A bank in Denmark is now offering borrowers mortgages at a negative interest rate, effectively paying its customers to borrow money for a house purchase.
As reported by the Guardian and others, Jyske Bank – Denmark’s third-largest bank – said this week that customers would now be able to take out a 10-year fixed-rate mortgage with an interest rate of -0.5%, meaning customers can actually pay back less than the amount they borrowed.
To put the -0.5% rate in simple terms: If you bought a house for $1 million and paid off your mortgage in full in 10 years, you would pay the bank back only $995,000.
Oh those crazy, whacky Scandinavians, right?
Well, maybe. Or maybe not.
If the alternative is that the bank doesn’t gain market share, or their lending book dwindles, possibly through a generalised lack of consumer confidence, then it might be that the bank is better off locking in a small loss now, rather than a bigger loss later. Plus there’ll probably be some fees associated with the lending, so they can cover themselves to a degree.
Financial markets are in a volatile, uncertain spot right now. Factors include the US-China trade war, Brexit, problems in Hong Kong, and a whole heap more including a generalised economic slowdown across the world – and particularly in Europe. Some – not all – investors fear a substantial crash in the near future.
So some banks are willing to lend money at negative rates, accepting a small loss rather than risking a bigger loss by failing to lend money at higher rates later on that customers cannot meet.
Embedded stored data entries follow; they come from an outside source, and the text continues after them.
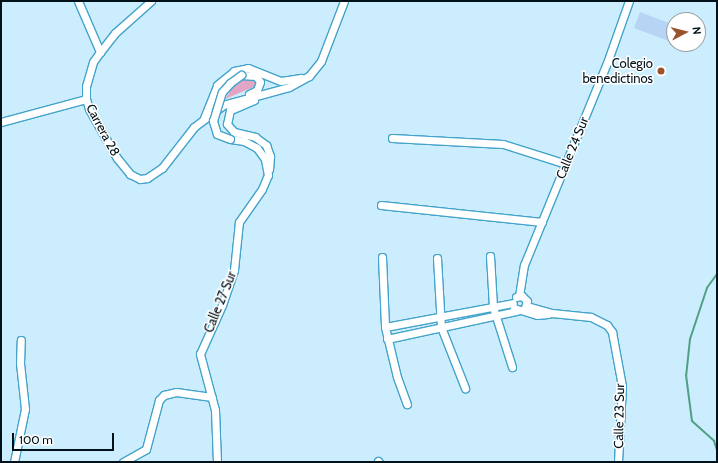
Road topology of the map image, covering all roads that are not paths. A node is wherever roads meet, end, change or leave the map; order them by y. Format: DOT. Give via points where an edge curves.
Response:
graph roads {
  1 [pos="78,1"];
  2 [pos="151,1"];
  3 [pos="344,1"];
  4 [pos="629,1"];
  5 [pos="100,52"];
  6 [pos="256,70"];
  7 [pos="313,72"];
  8 [pos="242,75"];
  9 [pos="266,75"];
  10 [pos="289,87"];
  11 [pos="261,94"];
  12 [pos="86,99"];
  13 [pos="230,102"];
  14 [pos="204,120"];
  15 [pos="1,122"];
  16 [pos="392,138"];
  17 [pos="566,164"];
  18 [pos="268,175"];
  19 [pos="381,204"];
  20 [pos="542,222"];
  21 [pos="490,256"];
  22 [pos="382,257"];
  23 [pos="437,258"];
  24 [pos="519,296"];
  25 [pos="513,303"];
  26 [pos="493,307"];
  27 [pos="523,309"];
  28 [pos="495,316"];
  29 [pos="439,317"];
  30 [pos="385,327"];
  31 [pos="441,327"];
  32 [pos="387,338"];
  33 [pos="21,340"];
  34 [pos="512,367"];
  35 [pos="464,388"];
  36 [pos="212,397"];
  37 [pos="407,404"];
  38 [pos="14,462"];
  39 [pos="123,462"];
  40 [pos="217,462"];
  41 [pos="618,462"];
  1 -- 5 [label="street"];
  2 -- 5 [label="street, Carrera 28" via="115,33"];
  3 -- 7 [label="street" via="321,61"];
  4 -- 17 [label="street, Calle 24 Sur"];
  5 -- 12 [label="street, Carrera 28" via="89,74"];
  6 -- 8 [label="street"];
  6 -- 9 [label="street"];
  6 -- 14 [label="street" via="242,68 225,76 217,86"];
  7 -- 9 [label="street" via="289,81 281,81"];
  7 -- 10 [label="street" via="300,83"];
  8 -- 13 [label="street" via="256,76 260,82 257,90"];
  8 -- 18 [label="street, bridge" via="230,82 222,92 213,121 217,134 257,148 265,159"];
  9 -- 11 [label="street" via="269,85"];
  10 -- 11 [label="street"];
  10 -- 18 [label="street" via="234,107 228,114 227,124 234,132 255,137 266,145 270,156"];
  11 -- 13 [label="street"];
  12 -- 14 [label="street, Carrera 28" via="117,158 130,174 140,179 151,176 162,168 194,128"];
  12 -- 15 [label="street"];
  13 -- 14 [label="street"];
  16 -- 17 [label="street" via="503,144"];
  17 -- 20 [label="street, Calle 24 Sur"];
  18 -- 36 [label="street, Calle 27 Sur" via="262,189 239,222 234,270 222,305 200,354"];
  19 -- 20 [label="street"];
  20 -- 24 [label="street, Calle 24 Sur" via="521,276"];
  21 -- 26 [label="street"];
  22 -- 30 [label="street"];
  23 -- 29 [label="street"];
  24 -- 25 [label="street"];
  24 -- 27 [label="street" via="526,299"];
  25 -- 26 [label="street"];
  25 -- 27 [label="street"];
  26 -- 28 [label="street"];
  26 -- 29 [label="street"];
  27 -- 28 [label="street"];
  27 -- 41 [label="street, Calle 23 Sur" via="591,317 607,325 615,342 622,386"];
  28 -- 31 [label="street"];
  28 -- 34 [label="street"];
  29 -- 30 [label="street"];
  29 -- 31 [label="street"];
  30 -- 32 [label="street"];
  31 -- 32 [label="street"];
  31 -- 35 [label="street"];
  32 -- 37 [label="street"];
  33 -- 38 [label="street" via="24,409"];
  36 -- 39 [label="street" via="176,392 164,395 159,400 146,449"];
  36 -- 40 [label="street, Calle 27 Sur" via="217,427"];
}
Essentially, lock in your customers now and help them ride out any coming storm.
Banks are probably also betting that some of those 10 year mortgagees will extend their loan or borrow more in the future, as most people tend to return to an existing lender before looking elsewhere.
But as one commentator remarked:
“It’s an uncomfortable thought that there are people who are willing to lend money for 30 years and get just 0.5% in return. It shows how scared investors are of the current situation in the financial markets, and that they expect it to take a very long time before things improve.”
So where’s the good news? Well hyper-low interest rates are putting a floor under housing markets everywhere, and making it possible for some people (such as first home buyers) to get into the market where they couldn’t before. Home renovators will also find it easier to tart up their homes, which will lend useful support to both tradespeople and building products manufacturers.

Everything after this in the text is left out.